━━━━━ Excerpted data

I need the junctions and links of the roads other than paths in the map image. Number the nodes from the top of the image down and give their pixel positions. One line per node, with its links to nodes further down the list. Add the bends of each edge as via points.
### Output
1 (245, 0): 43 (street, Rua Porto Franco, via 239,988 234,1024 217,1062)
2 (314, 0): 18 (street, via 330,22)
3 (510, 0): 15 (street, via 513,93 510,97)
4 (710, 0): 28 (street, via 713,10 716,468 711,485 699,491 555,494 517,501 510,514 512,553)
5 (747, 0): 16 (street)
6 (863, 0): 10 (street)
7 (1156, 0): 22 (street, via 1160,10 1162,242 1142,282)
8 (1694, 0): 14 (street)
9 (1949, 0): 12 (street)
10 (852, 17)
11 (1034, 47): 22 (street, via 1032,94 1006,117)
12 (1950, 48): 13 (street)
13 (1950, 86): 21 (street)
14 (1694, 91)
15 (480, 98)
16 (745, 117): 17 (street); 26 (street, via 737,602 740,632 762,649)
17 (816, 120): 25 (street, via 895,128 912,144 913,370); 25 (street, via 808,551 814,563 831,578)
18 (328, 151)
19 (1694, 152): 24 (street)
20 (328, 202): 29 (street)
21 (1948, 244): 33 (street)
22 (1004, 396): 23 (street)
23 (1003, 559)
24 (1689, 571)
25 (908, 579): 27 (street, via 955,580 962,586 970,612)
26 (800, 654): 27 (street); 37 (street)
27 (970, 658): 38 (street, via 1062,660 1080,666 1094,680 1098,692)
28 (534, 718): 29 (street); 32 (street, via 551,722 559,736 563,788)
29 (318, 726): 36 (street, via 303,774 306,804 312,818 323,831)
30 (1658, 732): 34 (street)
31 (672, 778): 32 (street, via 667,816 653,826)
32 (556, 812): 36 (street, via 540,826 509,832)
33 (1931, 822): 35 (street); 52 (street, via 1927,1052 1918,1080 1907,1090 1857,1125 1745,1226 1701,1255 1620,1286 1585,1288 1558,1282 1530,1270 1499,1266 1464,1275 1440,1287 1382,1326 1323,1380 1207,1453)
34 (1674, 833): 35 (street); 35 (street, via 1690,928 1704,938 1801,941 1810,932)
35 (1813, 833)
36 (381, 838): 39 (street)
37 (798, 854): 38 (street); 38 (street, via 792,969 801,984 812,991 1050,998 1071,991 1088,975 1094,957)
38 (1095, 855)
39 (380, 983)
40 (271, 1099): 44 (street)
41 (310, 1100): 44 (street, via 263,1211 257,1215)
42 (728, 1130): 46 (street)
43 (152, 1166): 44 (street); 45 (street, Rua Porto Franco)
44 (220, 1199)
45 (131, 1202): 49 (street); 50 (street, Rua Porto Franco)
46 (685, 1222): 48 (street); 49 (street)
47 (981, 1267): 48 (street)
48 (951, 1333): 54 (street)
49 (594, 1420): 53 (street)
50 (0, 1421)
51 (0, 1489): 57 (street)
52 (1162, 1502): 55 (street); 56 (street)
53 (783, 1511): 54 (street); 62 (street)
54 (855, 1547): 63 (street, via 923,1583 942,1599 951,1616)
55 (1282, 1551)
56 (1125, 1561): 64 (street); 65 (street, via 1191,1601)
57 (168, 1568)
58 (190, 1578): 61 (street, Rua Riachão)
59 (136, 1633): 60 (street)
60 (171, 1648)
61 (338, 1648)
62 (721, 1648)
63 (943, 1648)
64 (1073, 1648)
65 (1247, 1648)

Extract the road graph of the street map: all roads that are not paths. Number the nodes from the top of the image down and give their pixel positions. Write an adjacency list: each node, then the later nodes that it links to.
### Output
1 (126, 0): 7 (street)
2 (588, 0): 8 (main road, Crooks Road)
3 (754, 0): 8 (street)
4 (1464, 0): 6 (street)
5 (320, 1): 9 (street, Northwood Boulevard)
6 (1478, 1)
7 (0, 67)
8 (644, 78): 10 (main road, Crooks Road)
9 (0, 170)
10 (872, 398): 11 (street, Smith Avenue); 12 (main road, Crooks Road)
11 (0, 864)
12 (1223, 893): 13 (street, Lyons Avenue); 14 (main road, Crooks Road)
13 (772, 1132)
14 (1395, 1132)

━━━━━━━━━━

* [Prompt] The lines to copy run from the one containing "Extract the road" through the last line above. Copy them exactly and include nothing else.

* [Output of the exercise]
Extract the road graph of the street map: all roads that are not paths. Number the nodes from the top of the image down and give their pixel positions. Write an adjacency list: each node, then the later nodes that it links to.
### Output
1 (126, 0): 7 (street)
2 (588, 0): 8 (main road, Crooks Road)
3 (754, 0): 8 (street)
4 (1464, 0): 6 (street)
5 (320, 1): 9 (street, Northwood Boulevard)
6 (1478, 1)
7 (0, 67)
8 (644, 78): 10 (main road, Crooks Road)
9 (0, 170)
10 (872, 398): 11 (street, Smith Avenue); 12 (main road, Crooks Road)
11 (0, 864)
12 (1223, 893): 13 (street, Lyons Avenue); 14 (main road, Crooks Road)
13 (772, 1132)
14 (1395, 1132)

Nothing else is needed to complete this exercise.